> **Exercise instructions**
Write out each line of the entries below that holds the word "Szczebrzeska".

(Material supplied begins)

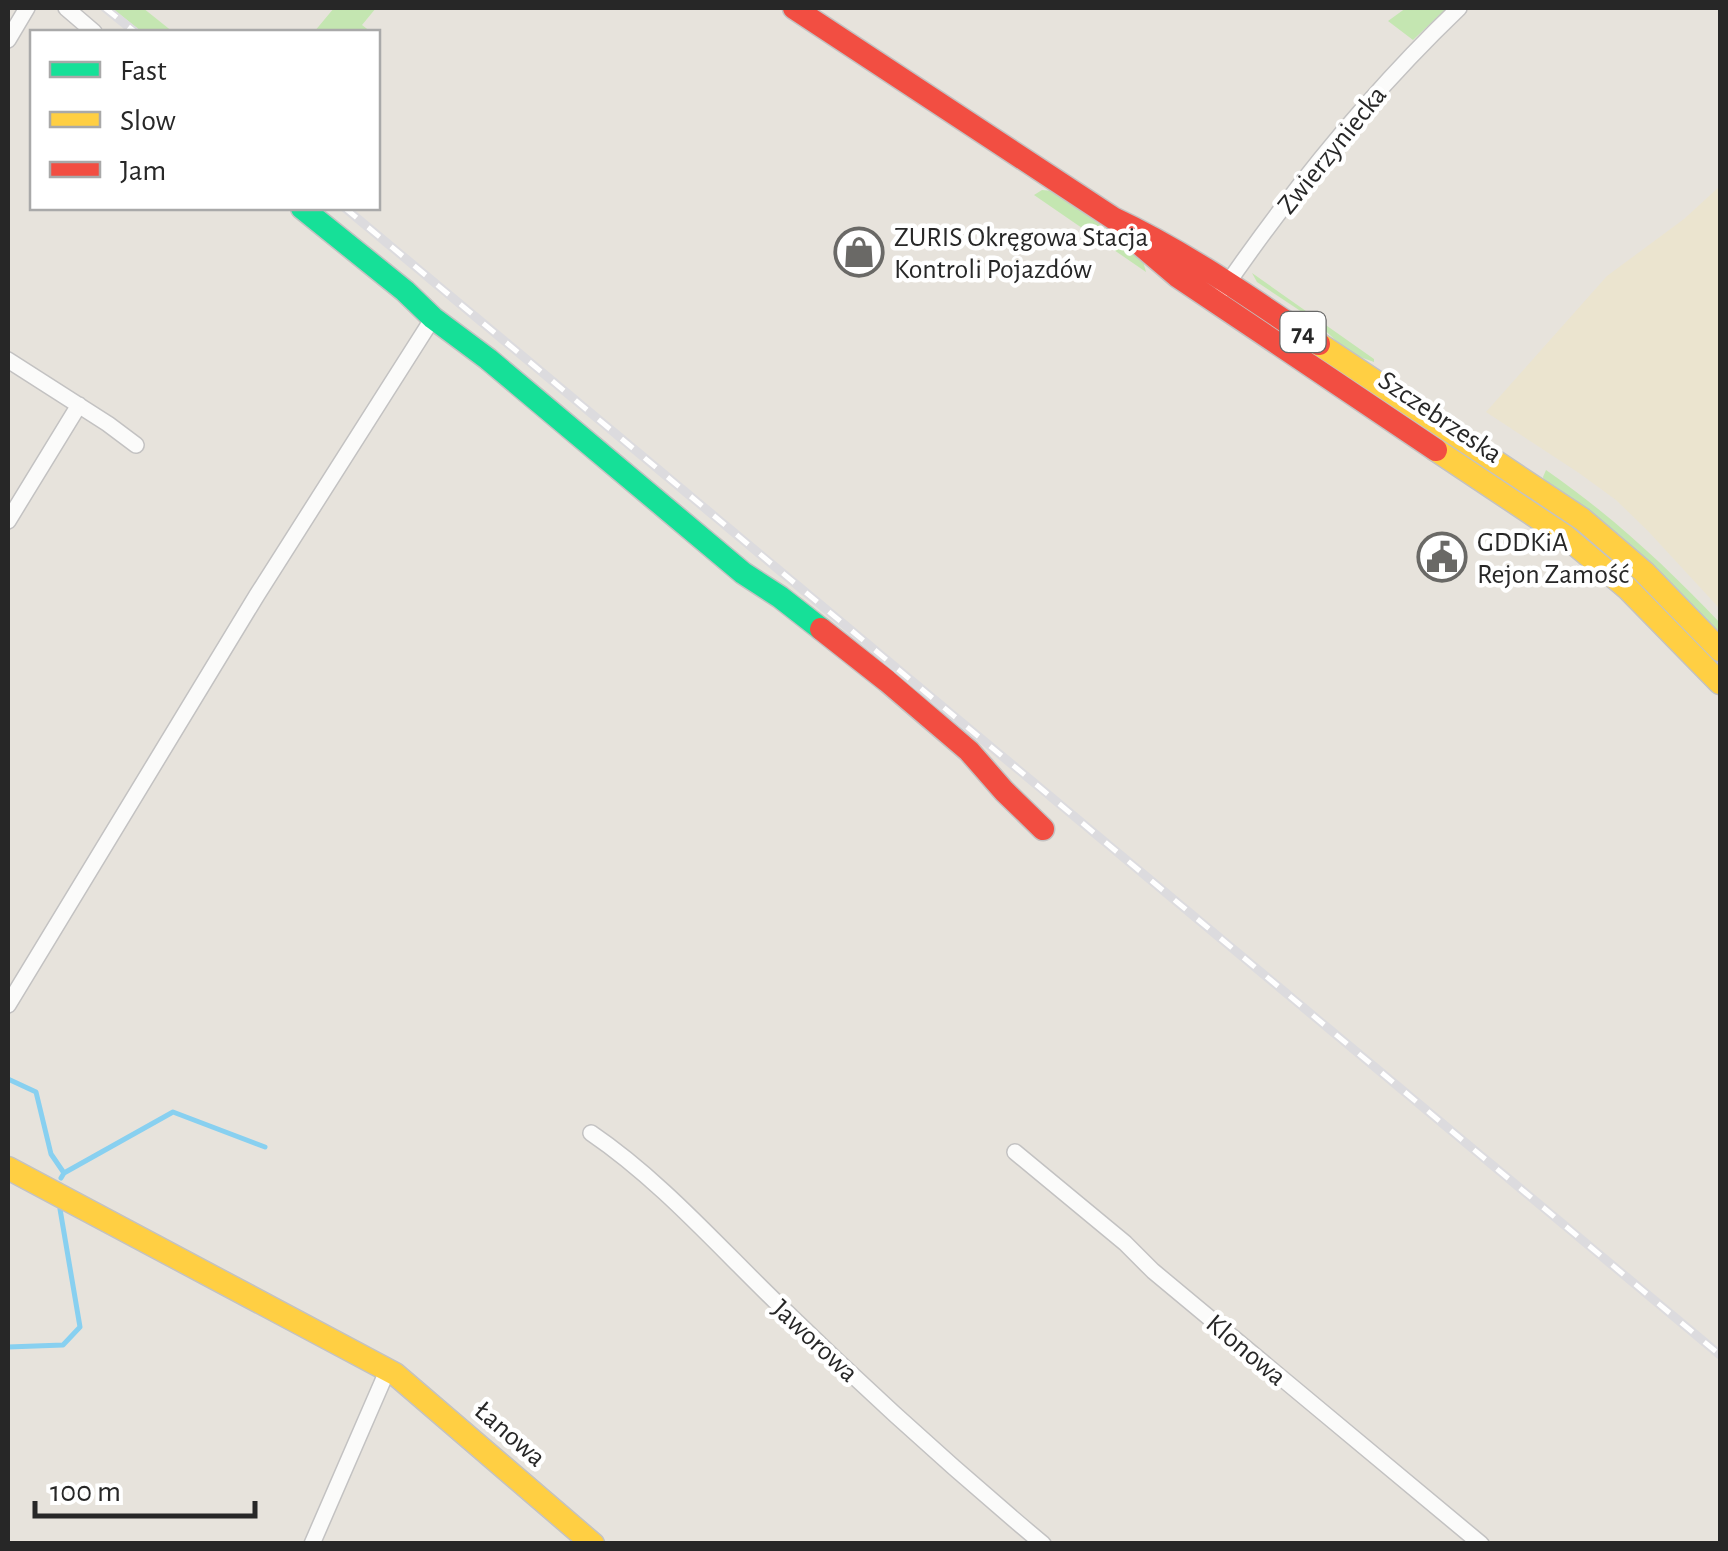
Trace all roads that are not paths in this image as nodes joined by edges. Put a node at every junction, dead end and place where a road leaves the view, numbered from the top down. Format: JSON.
{"nodes":[{"id":1,"x":28,"y":8,"type":"edge"},
{"id":2,"x":66,"y":8,"type":"edge"},
{"id":3,"x":794,"y":8,"type":"edge"},
{"id":4,"x":1460,"y":8,"type":"edge"},
{"id":5,"x":92,"y":30,"type":"edge"},
{"id":6,"x":8,"y":40,"type":"edge"},
{"id":7,"x":304,"y":210,"type":"edge"},
{"id":8,"x":1221,"y":292,"type":"junction"},
{"id":9,"x":432,"y":318,"type":"junction"},
{"id":10,"x":8,"y":360,"type":"edge"},
{"id":11,"x":79,"y":405,"type":"junction"},
{"id":12,"x":136,"y":445,"type":"dead end"},
{"id":13,"x":8,"y":521,"type":"edge"},
{"id":14,"x":1720,"y":650,"type":"edge"},
{"id":15,"x":1720,"y":683,"type":"edge"},
{"id":16,"x":1043,"y":829,"type":"dead end"},
{"id":17,"x":8,"y":1005,"type":"edge"},
{"id":18,"x":591,"y":1134,"type":"dead end"},
{"id":19,"x":1015,"y":1152,"type":"dead end"},
{"id":20,"x":8,"y":1168,"type":"edge"},
{"id":21,"x":388,"y":1369,"type":"junction"},
{"id":22,"x":312,"y":1544,"type":"edge"},
{"id":23,"x":592,"y":1544,"type":"edge"},
{"id":24,"x":1043,"y":1544,"type":"edge"},
{"id":25,"x":1481,"y":1544,"type":"edge"}],
"edges":[{"from":1,"to":6,"type":"street"},
{"from":2,"to":5,"type":"street"},
{"from":3,"to":8,"type":"main road","name":"Szczebrzeska","number":"74"},
{"from":4,"to":8,"type":"street","name":"Zwierzyniecka"},
{"from":7,"to":9,"type":"main road"},
{"from":8,"to":14,"type":"main road","name":"Szczebrzeska","number":"74"},
{"from":8,"to":15,"type":"main road","name":"Szczebrzeska","number":"74"},
{"from":9,"to":16,"type":"main road"},
{"from":9,"to":17,"type":"street"},
{"from":10,"to":11,"type":"street"},
{"from":11,"to":12,"type":"street"},
{"from":11,"to":13,"type":"street"},
{"from":18,"to":24,"type":"street","name":"Jaworowa"},
{"from":19,"to":25,"type":"street","name":"Klonowa"},
{"from":20,"to":21,"type":"main road","name":"Łanowa"},
{"from":21,"to":22,"type":"street"},
{"from":21,"to":23,"type":"main road","name":"Łanowa"}]}
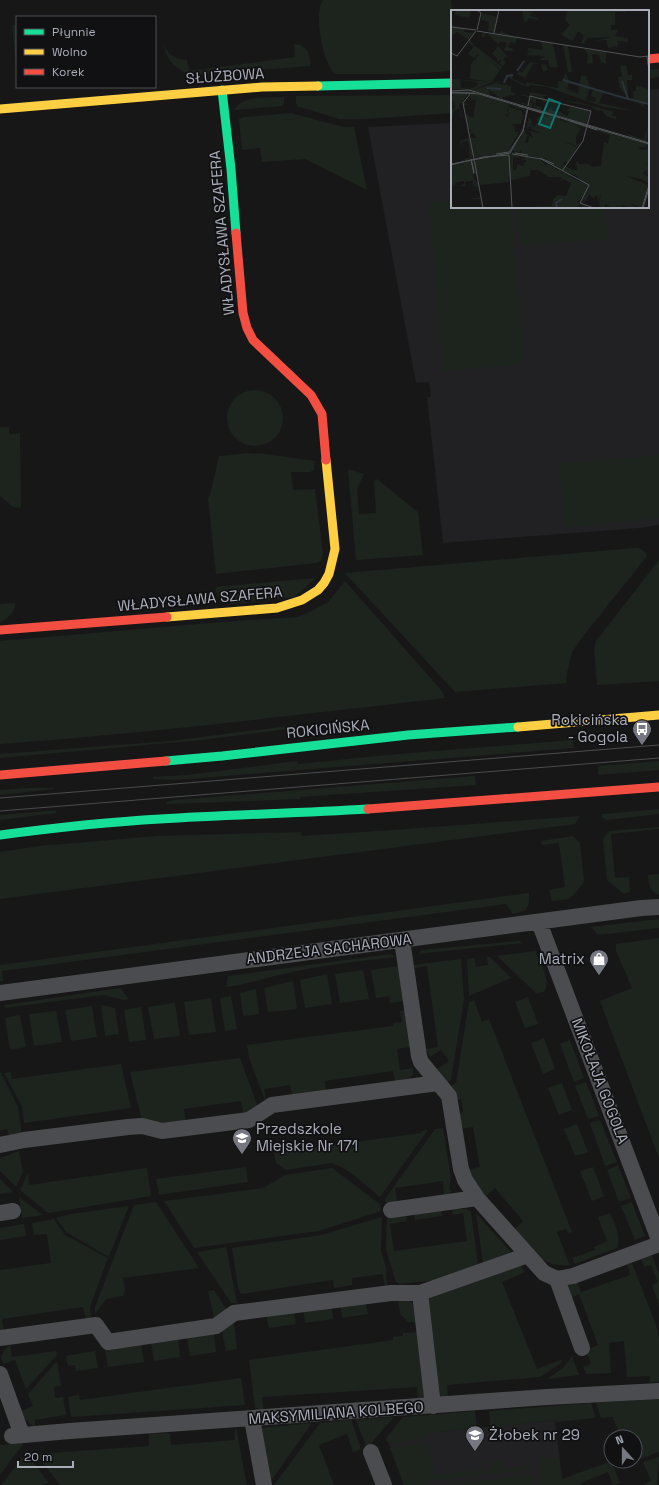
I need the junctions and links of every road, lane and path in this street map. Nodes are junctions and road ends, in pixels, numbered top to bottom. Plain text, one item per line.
1 (659, 58) edge
2 (649, 60) edge
3 (451, 83) edge
4 (222, 90) junction
5 (0, 109) edge
6 (0, 630) edge
7 (659, 715) edge
8 (0, 775) edge
9 (659, 787) edge
10 (0, 835) edge
11 (659, 907) edge
12 (539, 922) junction
13 (402, 940) junction
14 (0, 993) edge
15 (438, 1083) junction
16 (0, 1145) edge
17 (477, 1198) junction
18 (391, 1210) dead end
19 (659, 1240) edge
20 (659, 1244) edge
21 (528, 1254) junction
22 (557, 1279) junction
23 (420, 1293) junction
24 (0, 1338) edge
25 (582, 1348) dead end
26 (0, 1374) edge
27 (659, 1391) edge
28 (433, 1406) junction
29 (252, 1419) junction
30 (371, 1452) dead end
31 (264, 1485) edge
32 (384, 1485) edge

1 - 2 main road
3 - 4 main road, SŁUŻBOWA
4 - 5 main road, SŁUŻBOWA
4 - 6 main road, WŁADYSŁAWA SZAFERA
7 - 8 main road, ROKICIŃSKA
9 - 10 main road
11 - 12 street, ANDRZEJA SACHAROWA
12 - 13 street, ANDRZEJA SACHAROWA
12 - 19 street, MIKOŁAJA GOGOLA
13 - 14 street, ANDRZEJA SACHAROWA
13 - 15 street
15 - 16 street
15 - 17 street
17 - 18 street
17 - 21 street
20 - 22 street
21 - 22 street
21 - 23 street
22 - 25 street
23 - 24 street
23 - 28 street
26 - 29 street, MAKSYMILIANA KOLBEGO
27 - 28 street, MAKSYMILIANA KOLBEGO
28 - 29 street, MAKSYMILIANA KOLBEGO
29 - 31 street
30 - 32 street

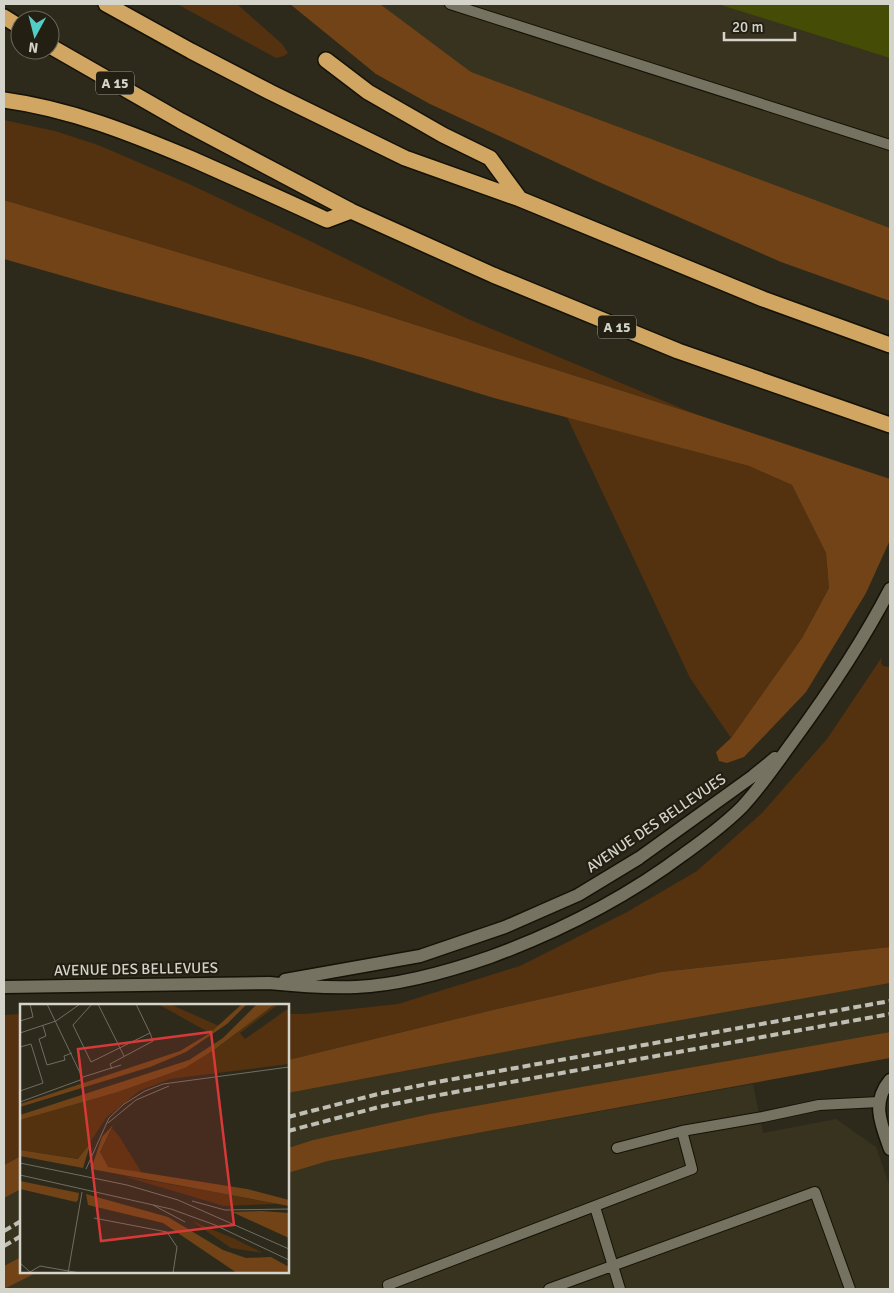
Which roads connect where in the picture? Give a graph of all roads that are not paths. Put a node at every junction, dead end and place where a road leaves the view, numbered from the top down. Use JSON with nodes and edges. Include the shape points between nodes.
{"nodes":[{"id":1,"x":106,"y":4,"type":"edge"},
{"id":2,"x":450,"y":4,"type":"edge"},
{"id":3,"x":60,"y":52,"type":"edge"},
{"id":4,"x":326,"y":60,"type":"dead end"},
{"id":5,"x":4,"y":100,"type":"edge"},
{"id":6,"x":890,"y":146,"type":"edge"},
{"id":7,"x":520,"y":199,"type":"junction"},
{"id":8,"x":351,"y":210,"type":"junction"},
{"id":9,"x":890,"y":345,"type":"edge"},
{"id":10,"x":890,"y":425,"type":"edge"},
{"id":11,"x":890,"y":589,"type":"edge"},
{"id":12,"x":792,"y":742,"type":"junction"},
{"id":13,"x":269,"y":983,"type":"junction"},
{"id":14,"x":4,"y":987,"type":"edge"},
{"id":15,"x":890,"y":1080,"type":"edge"},
{"id":16,"x":879,"y":1102,"type":"junction"},
{"id":17,"x":682,"y":1130,"type":"junction"},
{"id":18,"x":617,"y":1148,"type":"dead end"},
{"id":19,"x":890,"y":1149,"type":"edge"},
{"id":20,"x":594,"y":1207,"type":"junction"},
{"id":21,"x":612,"y":1267,"type":"junction"},
{"id":22,"x":389,"y":1289,"type":"edge"},
{"id":23,"x":549,"y":1289,"type":"edge"},
{"id":24,"x":620,"y":1289,"type":"edge"},
{"id":25,"x":850,"y":1289,"type":"edge"}],
"edges":[{"from":1,"to":7,"type":"highway","via":[[191,51],[388,150]]},
{"from":2,"to":6,"type":"lane"},
{"from":3,"to":8,"type":"highway","number":"A 15","via":[[181,121]]},
{"from":4,"to":7,"type":"highway","via":[[368,92],[490,158]]},
{"from":5,"to":8,"type":"highway","via":[[52,108],[131,133],[327,220]]},
{"from":7,"to":9,"type":"highway","via":[[763,299]]},
{"from":8,"to":10,"type":"highway","number":"A 15","via":[[493,275],[678,351]]},
{"from":11,"to":12,"type":"street","name":"AVENUE DES BELLEVUES","via":[[853,655]]},
{"from":12,"to":13,"type":"street","name":"AVENUE DES BELLEVUES","via":[[753,776],[639,858],[546,909],[505,927],[420,956]]},
{"from":12,"to":13,"type":"street","name":"AVENUE DES BELLEVUES","via":[[764,782],[716,831],[663,871],[568,926],[487,958],[421,978],[357,987]]},
{"from":13,"to":14,"type":"street","name":"AVENUE DES BELLEVUES"},
{"from":15,"to":16,"type":"street"},
{"from":16,"to":17,"type":"lane","via":[[819,1105]]},
{"from":16,"to":19,"type":"street","via":[[879,1115]]},
{"from":17,"to":18,"type":"lane"},
{"from":17,"to":20,"type":"lane","via":[[692,1169]]},
{"from":20,"to":21,"type":"lane"},
{"from":20,"to":22,"type":"lane","via":[[388,1285]]},
{"from":21,"to":23,"type":"lane"},
{"from":21,"to":24,"type":"lane"},
{"from":21,"to":25,"type":"lane","via":[[816,1192]]}]}
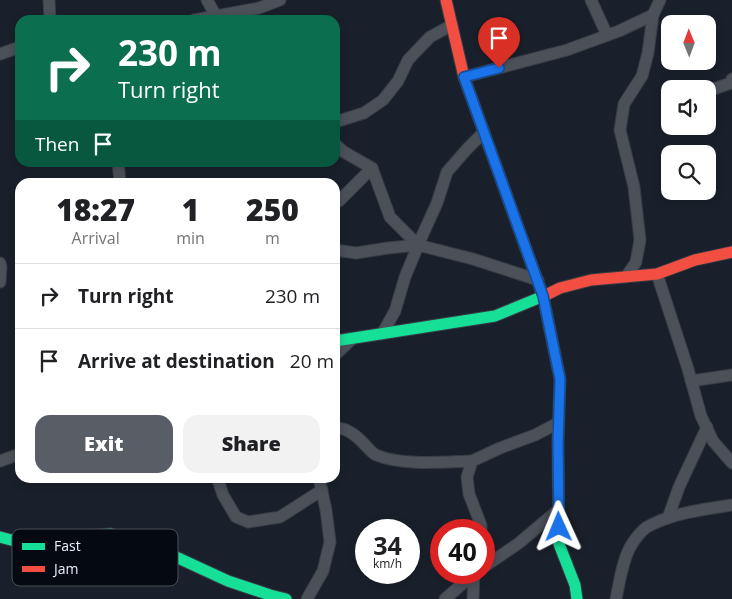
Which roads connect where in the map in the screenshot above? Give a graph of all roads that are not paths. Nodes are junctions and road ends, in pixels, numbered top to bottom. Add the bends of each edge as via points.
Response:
1 (49, 0) edge
2 (207, 0) edge
3 (280, 0) edge
4 (446, 0) edge
5 (591, 0) edge
6 (660, 0) edge
7 (50, 15) edge
8 (215, 15) edge
9 (221, 15) edge
10 (653, 15) junction
11 (452, 25) junction
12 (607, 35) junction
13 (15, 49) edge
14 (0, 54) edge
15 (464, 77) junction
16 (732, 79) edge
17 (716, 88) edge
18 (340, 120) edge
19 (484, 132) junction
20 (340, 148) edge
21 (372, 168) junction
22 (340, 200) edge
23 (418, 246) junction
24 (340, 251) edge
25 (732, 252) edge
26 (0, 263) edge
27 (657, 274) junction
28 (626, 277) junction
29 (538, 280) junction
30 (0, 282) edge
31 (543, 296) junction
32 (382, 334) junction
33 (353, 338) junction
34 (340, 340) edge
35 (340, 350) edge
36 (732, 375) edge
37 (691, 382) junction
38 (558, 423) junction
39 (340, 428) edge
40 (707, 428) junction
41 (15, 456) edge
42 (0, 461) edge
43 (472, 461) junction
44 (732, 464) edge
45 (219, 483) edge
46 (320, 483) edge
47 (322, 490) junction
48 (732, 505) edge
49 (558, 510) junction
50 (668, 518) junction
51 (478, 519) edge
52 (178, 558) edge
53 (495, 559) edge
54 (462, 584) edge
55 (474, 584) edge
56 (286, 599) edge
57 (307, 599) edge
58 (445, 599) edge
59 (472, 599) edge
60 (577, 599) edge
61 (616, 599) edge

1 - 7 street
2 - 8 street
3 - 9 street via 259,8
4 - 11 street
5 - 12 street
6 - 10 street
10 - 12 street
10 - 28 street via 642,76 624,104 620,130 634,187 640,240 636,262
11 - 15 street
11 - 18 street via 430,37 408,60 398,80 382,100 364,113
12 - 15 street via 567,50
13 - 14 street
15 - 19 street
16 - 17 street via 731,83
19 - 23 street via 447,172
19 - 29 street
20 - 21 street
21 - 22 street
21 - 23 street via 390,217
23 - 24 street via 356,253
23 - 29 street via 474,259
23 - 32 street via 395,311
25 - 27 street via 695,260
26 - 30 street
27 - 28 street
27 - 37 street
28 - 31 street via 592,280
29 - 31 street
31 - 32 street via 495,316
31 - 38 street via 560,379
32 - 33 street
33 - 34 street
33 - 35 street
36 - 37 street
37 - 40 street
38 - 43 street
38 - 49 street
39 - 43 street via 352,432 374,454 399,461
40 - 44 street
40 - 50 street
41 - 42 street
43 - 51 street via 467,477
45 - 47 street via 236,517 248,522 280,517
46 - 47 street
47 - 57 street via 330,542 323,571
48 - 50 street
49 - 53 street
49 - 60 street via 559,544
50 - 61 street via 645,528 631,545
52 - 56 street via 228,581
54 - 58 street
55 - 59 street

(Material supplied ends)

> **Finished task**
{"from":3,"to":8,"type":"main road","name":"Szczebrzeska","number":"74"},
{"from":8,"to":14,"type":"main road","name":"Szczebrzeska","number":"74"},
{"from":8,"to":15,"type":"main road","name":"Szczebrzeska","number":"74"},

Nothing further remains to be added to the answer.